Zahnfleischbluten und ein geschwollenes Zahnfleisch: Millionen Menschen leiden unter Parodontose. Die Behandlung ist aufwendig. In "Die Höhle der Löwen" wurde nun eine Creme vorgestellt, welche die Symptome lindern soll. Wir haben sie ausprobiert.

Ich muss gestehen: Ich habe meine Zähne früher nicht gut genug behandelt. Als Jugendlicher war ich abends zu müde und zu faul zum Zähneputzen, morgens musste reichen. Zwischenraumbürsten oder Zahnseide kamen da natürlich auch nicht in Frage. Dazu viel Kaffee und Dutzende Zigaretten am Tag.

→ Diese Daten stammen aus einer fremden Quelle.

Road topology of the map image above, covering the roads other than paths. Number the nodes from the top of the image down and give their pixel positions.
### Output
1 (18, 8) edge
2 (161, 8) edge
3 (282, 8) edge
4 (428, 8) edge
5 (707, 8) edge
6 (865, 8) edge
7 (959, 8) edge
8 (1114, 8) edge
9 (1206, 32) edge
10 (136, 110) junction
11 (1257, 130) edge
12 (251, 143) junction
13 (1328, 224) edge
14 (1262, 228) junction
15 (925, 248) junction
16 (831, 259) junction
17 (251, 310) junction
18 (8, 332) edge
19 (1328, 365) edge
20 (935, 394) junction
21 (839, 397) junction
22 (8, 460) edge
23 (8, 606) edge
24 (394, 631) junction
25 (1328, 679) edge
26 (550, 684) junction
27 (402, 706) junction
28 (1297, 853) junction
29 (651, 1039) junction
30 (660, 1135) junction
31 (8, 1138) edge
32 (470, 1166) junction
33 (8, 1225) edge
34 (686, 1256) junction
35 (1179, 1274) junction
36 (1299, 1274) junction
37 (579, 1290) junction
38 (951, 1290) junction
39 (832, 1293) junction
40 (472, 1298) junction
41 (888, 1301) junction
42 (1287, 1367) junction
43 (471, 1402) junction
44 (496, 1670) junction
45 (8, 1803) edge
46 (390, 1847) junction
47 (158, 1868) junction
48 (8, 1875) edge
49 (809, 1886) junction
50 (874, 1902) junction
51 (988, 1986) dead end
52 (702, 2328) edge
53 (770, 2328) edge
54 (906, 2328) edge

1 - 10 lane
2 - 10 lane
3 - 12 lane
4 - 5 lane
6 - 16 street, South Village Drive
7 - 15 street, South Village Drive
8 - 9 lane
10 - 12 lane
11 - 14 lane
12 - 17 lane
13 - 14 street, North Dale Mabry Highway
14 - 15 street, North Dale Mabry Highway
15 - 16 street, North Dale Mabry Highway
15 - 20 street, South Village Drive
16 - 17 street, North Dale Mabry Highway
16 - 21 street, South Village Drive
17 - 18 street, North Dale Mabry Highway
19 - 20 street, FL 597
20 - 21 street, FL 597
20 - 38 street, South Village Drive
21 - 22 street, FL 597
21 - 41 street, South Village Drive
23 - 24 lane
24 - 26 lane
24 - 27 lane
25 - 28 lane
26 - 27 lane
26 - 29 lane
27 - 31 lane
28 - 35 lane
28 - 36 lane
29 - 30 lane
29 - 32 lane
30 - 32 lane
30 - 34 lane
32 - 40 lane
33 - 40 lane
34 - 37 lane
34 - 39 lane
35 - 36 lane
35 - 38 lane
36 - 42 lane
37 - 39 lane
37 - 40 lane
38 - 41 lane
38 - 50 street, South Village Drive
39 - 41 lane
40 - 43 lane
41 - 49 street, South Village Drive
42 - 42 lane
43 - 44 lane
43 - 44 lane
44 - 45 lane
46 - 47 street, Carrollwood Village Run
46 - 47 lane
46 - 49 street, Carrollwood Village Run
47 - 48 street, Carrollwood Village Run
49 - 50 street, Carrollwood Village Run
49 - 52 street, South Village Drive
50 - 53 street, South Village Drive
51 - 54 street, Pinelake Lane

Heute würde ich mein junges Selbst dafür gerne ohrfeigen. Die Quittung kam in Form vieler Plomben - und einem reichlich geschädigten Zahnfleisch.

Da klang das Versprechen aus "Die Höhle der Löwen" hervorragend. Die Zahnfleisch-Creme "Parodont" soll die fiesen Symptome der Parodontose lindern, gegen Zahnfleischbluten helfen, das geschwollene Zahnfleisch beruhigen und sogar Entzündungen lindern - alles auf Naturbasis mit Schwarzkümmel-Öl. Entwickelt hat die Creme der Berliner Zahnarzt Dr. Ismail Özkanli, der sie auch in der Show präsentierte.

Wie schmeckt Parodont aus "Die Höhle der Löwen"?

Beim ersten Ausprobieren bin ich entsprechend gespannt. Zwei- bis dreimal am Tag soll man die Creme auf die betroffenen Stellen einmassieren, direkt nach dem Zähneputzen. Nachdem die E-Bürste das Ende der drei Minuten meldet, greife ich also zur Tube und nehme wie empfohlen einen linsengroßen Tropfen der durchsichtigen, gelblich-grünen Paste auf den Finger. Los geht's.

Was dann kommt, kann ich fast nur als Geschmacks-Schock beschreiben. Sofort, nachdem ich die Creme mit dem Finger auf das reibe, erfüllt sich der Mund mit einem sehr intensiven Kümmelgeschmack. Absolut ekelhaft. Dabei mag ich Kümmel eigentlich sogar. Direkt auf den Menthol-Geschmack der Zahnpasta ist es aber einfach unfassbar intensiv - und alles andere als wohlschmeckend. Das Gemeine: Die Packungsbeilage verbietet es explizit, sich danach den Mund zu spülen. Ich muss also mit dem Geschmack leben.

Immerhin lässt der Effekt bei den nächsten Malen nach. Man weiß ja, was einen erwartet. Besonders lecker ist es aber auch nach mehreren Tagen noch nicht. Ich bilde mir beim Schreiben dieser Zeilen ein, den Geschmack immer noch im Mund zu haben. Dabei ist das bereits vier Stunden her - und ich habe danach gegessen und Kaffee getrunken.

Keine schnelle Lösung

Einen merkbaren Effekt hat die Creme nach mehreren Tagen nicht gehabt. Das Zahnfleisch blutete beim Putzen zwar nie, das tut es in meinem Fall von schwacher Parodontose aber auch nur in Ausnahmefällen. Eine leichte Schwellung und Spannung spüre ich aber weiterhin. Um einen echten Effekt zu bemerken, muss man die Creme wohl mehrere Wochen ausprobieren.

Immerhin ist die Hürde mit einem Preis von knapp 7 Euro nicht besonders hoch. So kann jeder testen, ob man mit dem Kümmelgeschmack klar kommt und die Paste die eigenen Beschwerden lindert. Ich persönlich gebe der Creme höchstens noch eine Woche. Vielleicht habe ich mich bis dahin doch daran gewöhnt. Sonst muss ich eben noch ordentlicher die Zwischenräume putzen. Hätte ich damit doch mal früher angefangen.